── Dataset records

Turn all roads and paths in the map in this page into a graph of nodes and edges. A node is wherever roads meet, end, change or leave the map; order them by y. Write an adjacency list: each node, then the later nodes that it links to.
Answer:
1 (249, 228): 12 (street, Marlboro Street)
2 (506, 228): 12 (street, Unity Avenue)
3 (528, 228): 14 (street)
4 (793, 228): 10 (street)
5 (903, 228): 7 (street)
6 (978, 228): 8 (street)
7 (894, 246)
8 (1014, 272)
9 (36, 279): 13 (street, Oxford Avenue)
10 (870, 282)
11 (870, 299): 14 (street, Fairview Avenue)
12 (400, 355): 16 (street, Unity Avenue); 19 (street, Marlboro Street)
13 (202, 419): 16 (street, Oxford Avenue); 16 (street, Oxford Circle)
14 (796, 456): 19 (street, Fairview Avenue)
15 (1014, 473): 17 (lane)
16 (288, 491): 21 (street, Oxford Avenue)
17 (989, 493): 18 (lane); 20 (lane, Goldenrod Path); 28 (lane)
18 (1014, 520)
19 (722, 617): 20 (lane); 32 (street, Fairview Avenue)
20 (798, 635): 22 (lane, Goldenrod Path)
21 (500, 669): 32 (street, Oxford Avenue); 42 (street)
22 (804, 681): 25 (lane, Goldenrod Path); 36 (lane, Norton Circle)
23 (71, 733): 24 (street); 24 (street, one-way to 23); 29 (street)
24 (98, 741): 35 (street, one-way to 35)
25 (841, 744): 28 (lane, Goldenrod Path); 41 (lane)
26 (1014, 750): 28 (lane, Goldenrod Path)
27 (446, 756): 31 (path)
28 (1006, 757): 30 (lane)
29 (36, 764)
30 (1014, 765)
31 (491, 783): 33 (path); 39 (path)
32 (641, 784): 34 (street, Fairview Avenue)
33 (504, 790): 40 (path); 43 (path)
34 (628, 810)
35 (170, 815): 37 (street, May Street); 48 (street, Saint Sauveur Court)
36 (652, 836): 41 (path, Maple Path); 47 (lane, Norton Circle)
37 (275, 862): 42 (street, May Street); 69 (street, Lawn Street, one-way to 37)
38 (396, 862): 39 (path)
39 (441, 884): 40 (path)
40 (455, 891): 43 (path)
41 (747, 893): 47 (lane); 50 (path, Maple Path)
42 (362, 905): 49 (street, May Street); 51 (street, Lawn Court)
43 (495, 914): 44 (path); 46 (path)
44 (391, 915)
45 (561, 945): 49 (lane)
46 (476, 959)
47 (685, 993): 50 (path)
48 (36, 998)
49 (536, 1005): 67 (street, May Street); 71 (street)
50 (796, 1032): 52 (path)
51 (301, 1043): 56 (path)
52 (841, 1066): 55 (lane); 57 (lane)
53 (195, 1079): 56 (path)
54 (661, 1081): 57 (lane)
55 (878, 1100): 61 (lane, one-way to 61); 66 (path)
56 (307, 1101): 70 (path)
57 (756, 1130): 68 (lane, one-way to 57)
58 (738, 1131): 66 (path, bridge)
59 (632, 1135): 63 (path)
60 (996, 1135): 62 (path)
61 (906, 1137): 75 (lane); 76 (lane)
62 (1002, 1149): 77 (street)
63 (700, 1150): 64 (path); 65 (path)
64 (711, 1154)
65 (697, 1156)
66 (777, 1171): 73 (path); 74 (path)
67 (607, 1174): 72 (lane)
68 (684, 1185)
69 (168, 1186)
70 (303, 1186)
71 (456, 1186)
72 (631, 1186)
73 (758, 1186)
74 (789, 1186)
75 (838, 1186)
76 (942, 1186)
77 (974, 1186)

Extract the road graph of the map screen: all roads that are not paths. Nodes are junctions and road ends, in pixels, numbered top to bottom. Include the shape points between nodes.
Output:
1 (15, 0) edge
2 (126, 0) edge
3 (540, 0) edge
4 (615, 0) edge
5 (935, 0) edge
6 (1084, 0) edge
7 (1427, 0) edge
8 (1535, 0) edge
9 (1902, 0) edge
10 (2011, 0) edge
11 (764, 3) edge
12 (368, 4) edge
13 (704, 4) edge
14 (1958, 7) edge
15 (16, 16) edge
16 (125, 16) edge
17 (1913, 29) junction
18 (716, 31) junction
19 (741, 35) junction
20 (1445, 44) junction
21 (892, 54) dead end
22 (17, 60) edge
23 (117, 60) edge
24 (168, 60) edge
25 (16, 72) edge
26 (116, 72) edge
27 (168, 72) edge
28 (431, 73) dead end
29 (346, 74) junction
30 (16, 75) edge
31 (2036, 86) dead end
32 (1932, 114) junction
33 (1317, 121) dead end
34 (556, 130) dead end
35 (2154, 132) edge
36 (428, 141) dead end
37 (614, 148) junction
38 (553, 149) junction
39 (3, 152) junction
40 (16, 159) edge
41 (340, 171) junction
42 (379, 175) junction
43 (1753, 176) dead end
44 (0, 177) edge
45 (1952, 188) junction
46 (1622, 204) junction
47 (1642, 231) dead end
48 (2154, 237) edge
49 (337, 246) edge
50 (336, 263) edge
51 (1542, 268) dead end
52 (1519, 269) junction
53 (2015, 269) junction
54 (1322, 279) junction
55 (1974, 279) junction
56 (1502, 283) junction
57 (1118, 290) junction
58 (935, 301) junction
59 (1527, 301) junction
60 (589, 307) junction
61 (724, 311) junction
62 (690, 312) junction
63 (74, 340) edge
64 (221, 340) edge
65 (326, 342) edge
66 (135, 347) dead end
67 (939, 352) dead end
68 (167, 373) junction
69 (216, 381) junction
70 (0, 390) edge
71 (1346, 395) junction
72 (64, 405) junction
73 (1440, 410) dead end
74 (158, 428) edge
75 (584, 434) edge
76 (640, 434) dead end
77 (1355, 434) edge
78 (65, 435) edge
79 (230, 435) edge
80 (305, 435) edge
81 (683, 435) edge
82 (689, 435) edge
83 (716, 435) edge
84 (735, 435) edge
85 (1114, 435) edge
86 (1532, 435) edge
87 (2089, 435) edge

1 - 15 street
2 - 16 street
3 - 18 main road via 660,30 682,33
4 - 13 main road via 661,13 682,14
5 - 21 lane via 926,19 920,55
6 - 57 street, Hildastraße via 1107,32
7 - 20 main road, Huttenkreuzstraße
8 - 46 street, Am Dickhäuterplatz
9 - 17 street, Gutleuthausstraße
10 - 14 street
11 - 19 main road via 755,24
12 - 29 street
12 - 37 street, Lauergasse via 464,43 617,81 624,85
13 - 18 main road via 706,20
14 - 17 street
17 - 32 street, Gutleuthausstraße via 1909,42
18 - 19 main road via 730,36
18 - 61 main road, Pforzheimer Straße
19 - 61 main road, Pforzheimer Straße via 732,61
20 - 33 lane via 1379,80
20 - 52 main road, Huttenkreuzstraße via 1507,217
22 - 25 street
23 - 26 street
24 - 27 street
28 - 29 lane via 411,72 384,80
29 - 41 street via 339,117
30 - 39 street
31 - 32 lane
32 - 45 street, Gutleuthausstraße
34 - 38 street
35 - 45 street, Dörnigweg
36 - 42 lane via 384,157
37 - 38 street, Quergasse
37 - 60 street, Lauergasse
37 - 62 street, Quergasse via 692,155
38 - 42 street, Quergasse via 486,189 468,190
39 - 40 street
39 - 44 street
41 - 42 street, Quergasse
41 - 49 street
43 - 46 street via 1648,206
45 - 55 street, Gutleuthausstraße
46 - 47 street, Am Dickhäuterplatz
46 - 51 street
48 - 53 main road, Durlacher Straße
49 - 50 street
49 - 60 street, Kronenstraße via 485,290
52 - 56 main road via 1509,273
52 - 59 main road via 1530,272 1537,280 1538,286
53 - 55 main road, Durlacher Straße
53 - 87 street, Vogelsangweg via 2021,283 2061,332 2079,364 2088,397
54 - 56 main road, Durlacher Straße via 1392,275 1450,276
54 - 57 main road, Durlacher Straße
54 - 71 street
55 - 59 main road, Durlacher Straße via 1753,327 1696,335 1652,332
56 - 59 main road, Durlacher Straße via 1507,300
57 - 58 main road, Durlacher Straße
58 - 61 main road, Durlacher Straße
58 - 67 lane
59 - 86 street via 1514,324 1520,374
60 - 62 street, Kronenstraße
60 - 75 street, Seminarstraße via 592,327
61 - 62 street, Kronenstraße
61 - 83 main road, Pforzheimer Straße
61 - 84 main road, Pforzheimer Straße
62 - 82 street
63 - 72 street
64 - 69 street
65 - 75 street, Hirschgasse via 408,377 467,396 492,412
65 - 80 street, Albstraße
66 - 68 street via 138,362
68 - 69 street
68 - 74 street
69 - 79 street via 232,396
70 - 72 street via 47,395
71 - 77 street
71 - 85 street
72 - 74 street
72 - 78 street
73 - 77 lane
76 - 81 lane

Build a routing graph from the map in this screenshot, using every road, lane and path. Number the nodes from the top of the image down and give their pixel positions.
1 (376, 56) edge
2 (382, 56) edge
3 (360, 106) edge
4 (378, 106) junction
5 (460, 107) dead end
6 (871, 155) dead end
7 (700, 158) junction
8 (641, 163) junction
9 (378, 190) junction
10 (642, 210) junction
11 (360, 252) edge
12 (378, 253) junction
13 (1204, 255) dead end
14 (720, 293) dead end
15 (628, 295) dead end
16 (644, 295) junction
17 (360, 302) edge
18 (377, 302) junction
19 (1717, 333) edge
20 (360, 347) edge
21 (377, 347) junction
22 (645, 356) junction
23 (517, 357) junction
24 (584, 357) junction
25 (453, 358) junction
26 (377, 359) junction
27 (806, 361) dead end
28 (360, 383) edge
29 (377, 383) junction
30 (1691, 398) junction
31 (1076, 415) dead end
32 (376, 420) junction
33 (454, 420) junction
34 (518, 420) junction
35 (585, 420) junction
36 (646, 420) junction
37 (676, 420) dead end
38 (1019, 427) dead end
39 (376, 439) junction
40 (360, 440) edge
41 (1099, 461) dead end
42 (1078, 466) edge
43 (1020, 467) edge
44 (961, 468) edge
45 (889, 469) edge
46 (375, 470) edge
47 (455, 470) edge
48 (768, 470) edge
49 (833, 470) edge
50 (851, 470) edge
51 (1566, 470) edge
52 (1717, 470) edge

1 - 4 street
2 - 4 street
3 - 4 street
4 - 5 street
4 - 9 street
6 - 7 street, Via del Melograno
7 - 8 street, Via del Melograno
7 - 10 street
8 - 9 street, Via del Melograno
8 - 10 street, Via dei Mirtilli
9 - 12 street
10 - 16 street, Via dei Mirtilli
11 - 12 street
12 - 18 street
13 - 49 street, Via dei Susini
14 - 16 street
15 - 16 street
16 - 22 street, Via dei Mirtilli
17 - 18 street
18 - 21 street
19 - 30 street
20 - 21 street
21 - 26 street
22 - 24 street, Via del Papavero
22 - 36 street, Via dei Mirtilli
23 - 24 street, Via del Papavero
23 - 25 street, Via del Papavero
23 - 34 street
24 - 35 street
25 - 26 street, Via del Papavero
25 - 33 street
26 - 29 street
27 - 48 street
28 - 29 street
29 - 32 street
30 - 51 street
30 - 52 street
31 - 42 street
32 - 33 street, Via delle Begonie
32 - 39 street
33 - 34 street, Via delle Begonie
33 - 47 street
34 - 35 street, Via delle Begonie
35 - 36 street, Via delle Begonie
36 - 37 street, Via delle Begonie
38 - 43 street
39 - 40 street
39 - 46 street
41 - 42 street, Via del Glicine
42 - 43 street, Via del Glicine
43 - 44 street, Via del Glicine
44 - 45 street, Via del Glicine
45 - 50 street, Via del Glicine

────

__Task brief__
Lines holding the word "Fairview" are the answer; copy each one from the records above.

__Result__
11 (870, 299): 14 (street, Fairview Avenue)
14 (796, 456): 19 (street, Fairview Avenue)
19 (722, 617): 20 (lane); 32 (street, Fairview Avenue)
32 (641, 784): 34 (street, Fairview Avenue)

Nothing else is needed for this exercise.